Proposal: A Law of Performance Citation

I anticipate this post being fairly controversial, though that’s not my intention. I imagine that if it wanders its way onto r/programming it will receive a lot of votes and zero points as supporters and detractors engage in a furious, evenly-matched arm-wrestling standoff with upvotes and downvotes. Or maybe three people will read this and none of them will care. It turns out that I’m actually terrible at predicting which posts will be popular and/or high-traffic. And I’ll try to avoid couching this as flame-bait because I think I actually have a fairly non-controversial point on a potentially controversial subject.

ArmWrestling

To get right down to it, the Law of Performance Citation that I propose is this:

If you’re going to cite performance considerations as the reason your code looks the way it does, you need to justify it by describing how a stakeholder will be affected.

By way of an example, consider a situation I encountered some years back. I was pitching in to help out with a bit of programming for someone when I was light on work, and the task I was given amounted to “copy-paste-and-adjust-to-taste.” This was the first red flag, but hey, not my project or decision, so I took the “template code” I was given and made the best of it. The author gave me code containing, among other things, a method that looked more or less like this (obfuscated and simplified for example purposes):

public void SomeMethod()
{
    bool isSomethingAboutAFooTrue = false;
    bool isSomethingElseAboutAFooTrue = false;
    IEnumerable<Foo> foos = ReadFoosFromAFile();
    for (int i = 0; i < foos.Count(); i++)
    {
        var foo = foos.ElementAt(i);
        if (IsSomethingAboutAFooTrue(foo))
        {
            isSomethingAboutAFooTrue = true;
        }
        if (IsSomethingElseAboutAFooTrue(foo))
        {
            isSomethingElseAboutAFooTrue = true;
        }
        if (isSomethingAboutAFooTrue && isSomethingElseAboutAFooTrue)
        {
            break;
        }
    }

    WriteToADatabase(isSomethingAboutAFooTrue, isSomethingElseAboutAFooTrue);
}

I promptly changed it to one that looked like this for my version of the implementation:

public void SomeMethodRefactored()
{
    var foos = ReadFoosFromAFile();

    bool isSomethingAboutOneOfTheFoosTrue = foos.Any(foo => IsSomethingAboutAFooTrue(foo));
    bool isSomethingElseABoutOneOfTheFoosTrue = foos.Any(foo => IsSomethingElseAboutAFooTrue(foo));

    WriteToADatabase(isSomethingAboutOneOfTheFoosTrue, isSomethingElseABoutOneOfTheFoosTrue);
}

I checked this in as my new code (I wasn’t changing his existing code) and thought, “he’ll probably see this and retrofit it to his old stuff once he sees how cool the functional/Linq approach is.” I had flattened a bunch of clunky looping logic into a compact, highly-readable method, and I found this code to be much easier to reason about and understand.
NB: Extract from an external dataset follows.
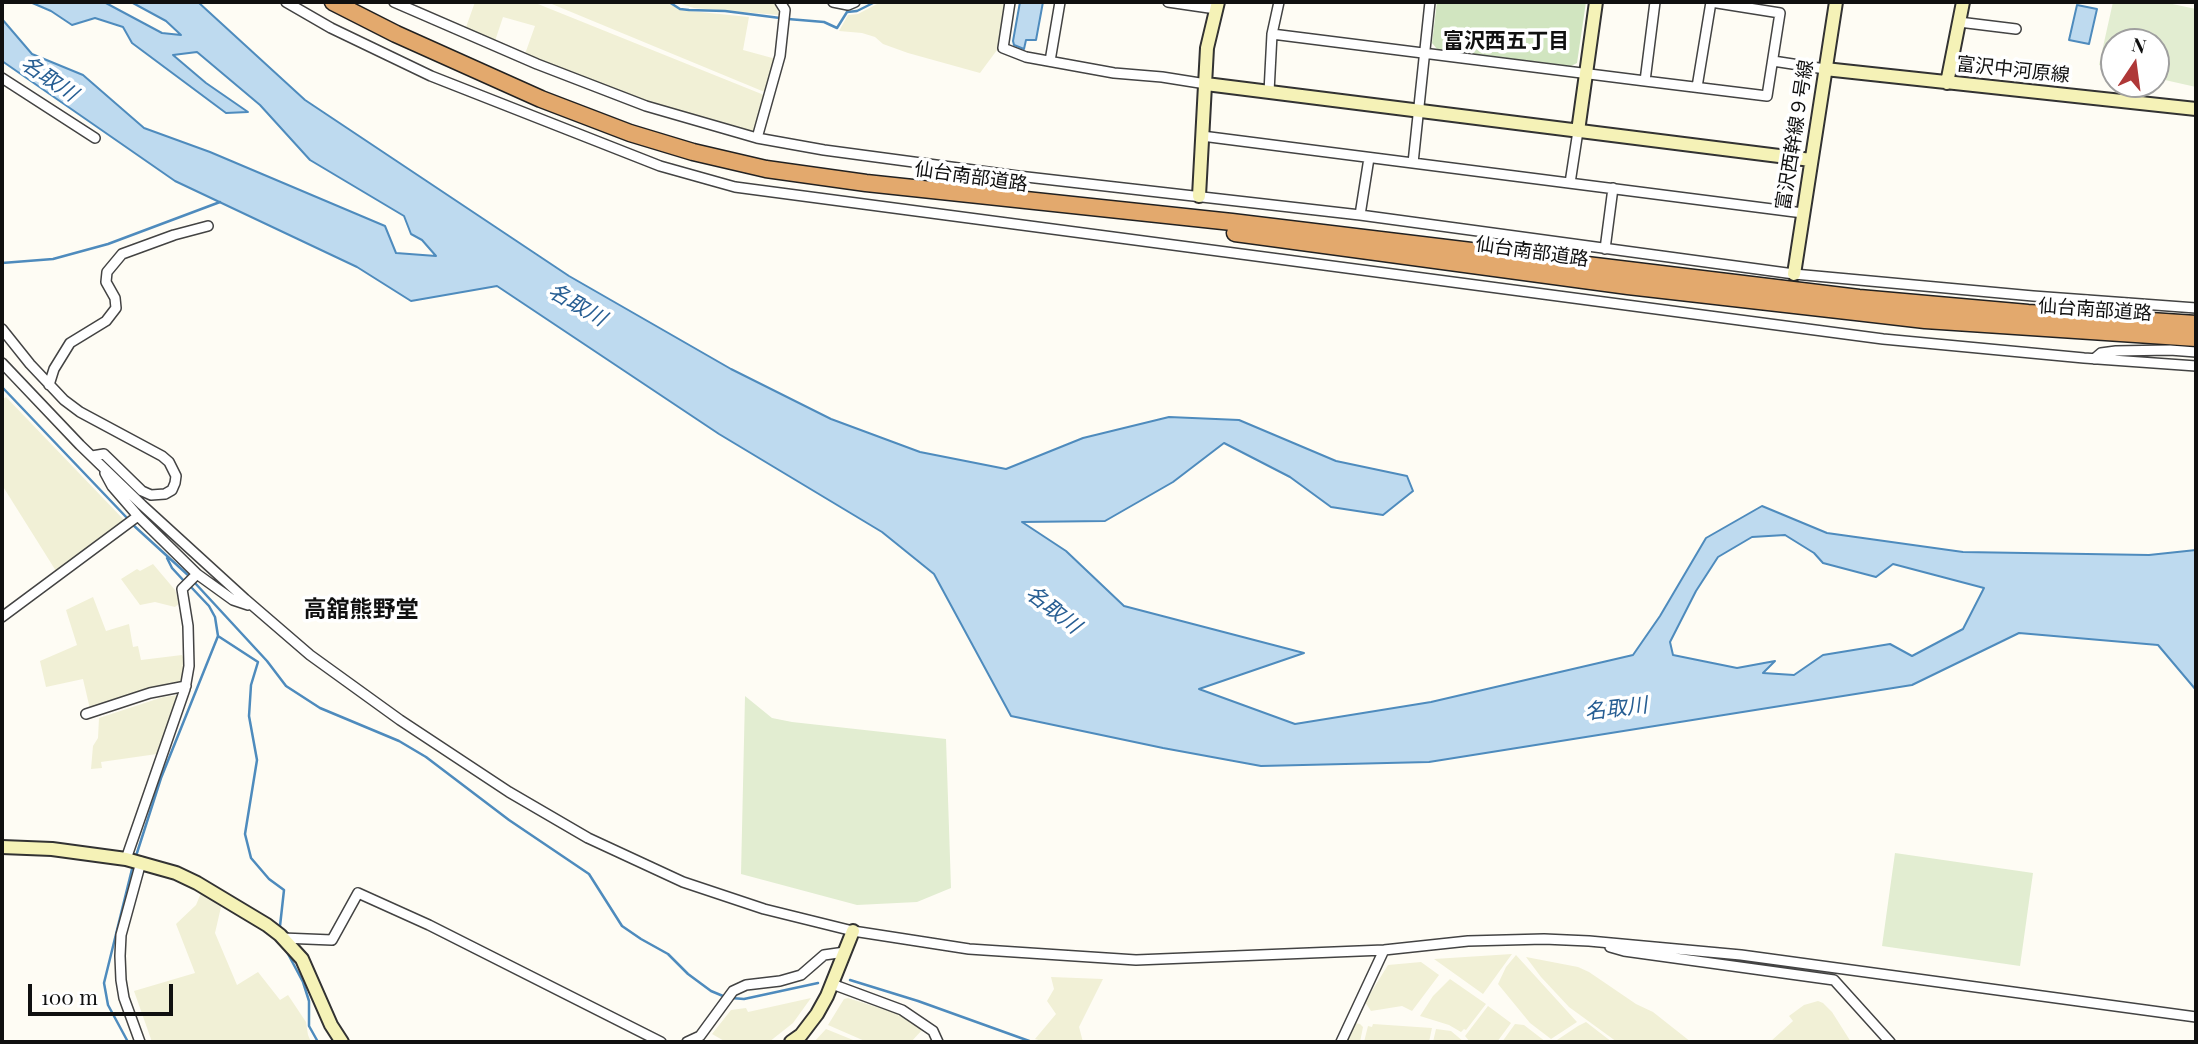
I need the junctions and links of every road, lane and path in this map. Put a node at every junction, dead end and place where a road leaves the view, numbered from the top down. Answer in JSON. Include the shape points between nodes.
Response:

But I turned out to be wrong about his reaction.

When I checked on the code the next day, I saw that my version had been replaced by a version that mirrored the original one and didn’t take advantage of even the keyword foreach, to say nothing of Linq. Bemused, I asked my colleague what had prompted this change and he told me that it was important not to process the foos in the collection a second time if it wasn’t necessary and that my code was inefficient. He also told me, for good measure, that I shouldn’t use var because “strong typing is better.”

I stifled a chuckle and ignored the var comment and went back to look at the code in more detail, fearful that I’d missed something. But no, not really. The method about reading from a file read in the entire foo collection from the file (this method was in another assembly and not mine to modify anyway), and the average number of foos was single digits. The foos were pretty lightweight objects once read in, and the methods evaluating them were minimal and straightforward.

Was this guy seriously suggesting that possibly walking an extra eight or nine foos in memory, worst case, sandwiched between a file read over the network and a database write over the network was a problem? Was he suggesting that it was worth a bunch of extra lines of confusing flag-based code? The answer, apparently, was “yes” and “yes.”

But actually, I don’t think there was an answer to either of those questions in reality because I strongly suspect that these questions never crossed his mind. I suspect that what happened instead was that he looked at the code, didn’t like that I had changed it, and looked quickly and superficially for a reason to revert it. I don’t think that during this ‘performance analysis’ any thought was given to how external I/O over a network was many orders of magnitude more expensive than the savings, much less any thought of a time trial or O-notation analysis of the code. It seemed more like hand-waving.

It’s an easy thing to do. I’ve seen it time and again throughout my career and in discussing code with others. People make vague, passing references to “performance considerations” and use these as justifications for code-related decisions. Performance and resource consumption are considerations that are very hard to reason about before run-time. If they weren’t, there wouldn’t be college-level discrete math courses dedicated to algorithm runtime analysis. And because it’s hard to reason about, it becomes so nuanced and subjective in these sorts of discussions that right and wrong are matters of opinion and it’s all really relative. Arguing about runtime performance is like arguing about which stocks are going to be profitable, who is going to win the next Super Bowl, or whether this is going to be a hot summer. Everyone is an expert and everyone has an opinion, but those opinions amount to guesses until actual events play out for observation.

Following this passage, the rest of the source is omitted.